Читать «Альманах немецкой литературы. Выпуск 1.» онлайн - страница 39

Автор неизвестен

А разве есть вы уже больше не будете, спрашивает мама.

Отчего же, отвечает господин Вейльхенфельд, с удовольствием поем.

Тогда садитесь, берите ложку и кушайте, дорогой господин Вейльхенфельд, говорит мама и указывает ему на стул.

И отец тоже приглашает его жестом сесть, и моя сестра тоже машет рукой.

У вас растет фасоль, спрашивает маму господин Вейльхенфельд.

Нет, в этом году фасоли у нас нет, говорит мама господину Вейльхенфельду.

А помидоры, спрашивает господин Вейльхенфельд.

Помидоров тоже нет, говорит мама.

Странно, мне именно сейчас особенно хочется беседовать с людьми, объяснять им их заблуждения, говорит господин Вейльхенфельд, вернувшись на свое место. Но как раз этого ему не разрешают, ему…

Ну, а теперь давайте ужинать, говорит отец.

Господин Вейльхенфельд, когда он у нас был в тот раз, твердо решил всегда быть начеку и сохранять спокойствие. Но я не всегда начеку, говорит он, и иногда срываюсь. Отец подливает в тарелку господину Вейльхенфельду еще немножко, господин Магириус вот-вот снова заснет, мама, когда она ест, ест тихо, а сестра моя шумно.

Гретель, говорит мама.

Что, отзывается та.

Веди себя прилично, говорит мама.

Тут господин Вейльхенфельд захотел показать нам, какой была его жена, она вот уже семнадцать лет, как умерла, но оказывается, что фото у него не с собой, а в другом пиджаке, который дома в шкафу остался. Нет, господин Магириус больше ничего не хочет, ни есть, ни пить, спасибо. Я смотрю на господина Вейльхенфельда. Мне кажется, что он сейчас сорвется, но он все-таки не срывается.

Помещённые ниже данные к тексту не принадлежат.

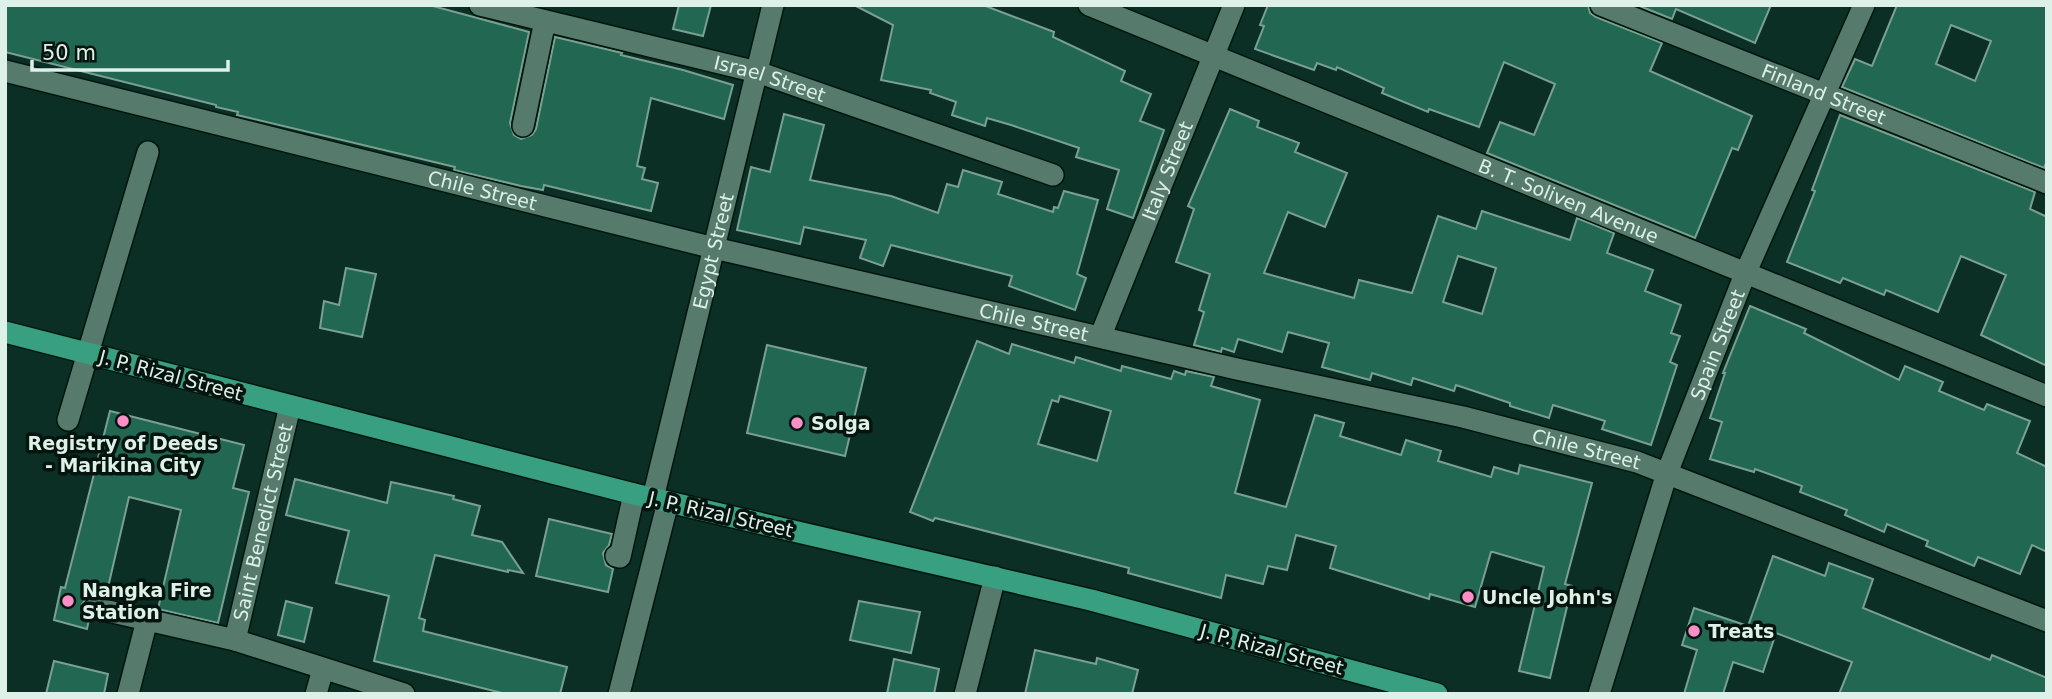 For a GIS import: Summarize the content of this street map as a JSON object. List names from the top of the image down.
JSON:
{
  "streets": {
    "main road": ["J. P. Rizal Street"],
    "street": [
      "Israel Street",
      "Finland Street",
      "Italy Street",
      "Chile Street",
      "B. T. Soliven Avenue",
      "Egypt Street",
      "Spain Street",
      "Saint Benedict Street"
    ]
  },
  "crossings": [
    ["Israel Street", "Egypt Street"],
    ["Finland Street", "Spain Street"],
    ["Italy Street", "Chile Street"],
    ["Italy Street", "B. T. Soliven Avenue"],
    ["Chile Street", "Egypt Street"],
    ["Chile Street", "Spain Street"],
    ["B. T. Soliven Avenue", "Spain Street"],
    ["Egypt Street", "J. P. Rizal Street"],
    ["J. P. Rizal Street", "Saint Benedict Street"]
  ],
  "places": [
    "Registry of Deeds - Marikina City",
    "Solga",
    "Uncle John's",
    "Nangka Fire Station",
    "Treats"
  ],
  "scale_bar": "50 m"
}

Тогда я принимаюсь разглядывать его руки, пиджак, пуговицы на пиджаке. На одном рукаве у него есть пуговки, а на другом нету. Сестра все равно шумно прихлебывает.

Маргарета, прикрикивает отец.

В тот вечер, когда господин Вейльхенфельд ужинал с нами и на столе стояла праздничная йенская супница, мама дала каждому на десерт еще по яблоку, но господин Вейльхенфельд решил свое яблоко взять домой, чтобы съесть его потом, когда спать ложиться будет. Он аккуратно сложил салфетку, мама пригласила их с господином Магириусом расположиться у камина, и все уселись в кресла, а отец пошел в свою приемную за сигарами.

Странно, что господин Вейльхенфельд, который так долго не был на людях, теперь вдруг оказался в кресле в нашей большой гостиной.

Вдруг маме показалось, что в саду кто-то ходит, но потом ей, наверное, это просто послышалось.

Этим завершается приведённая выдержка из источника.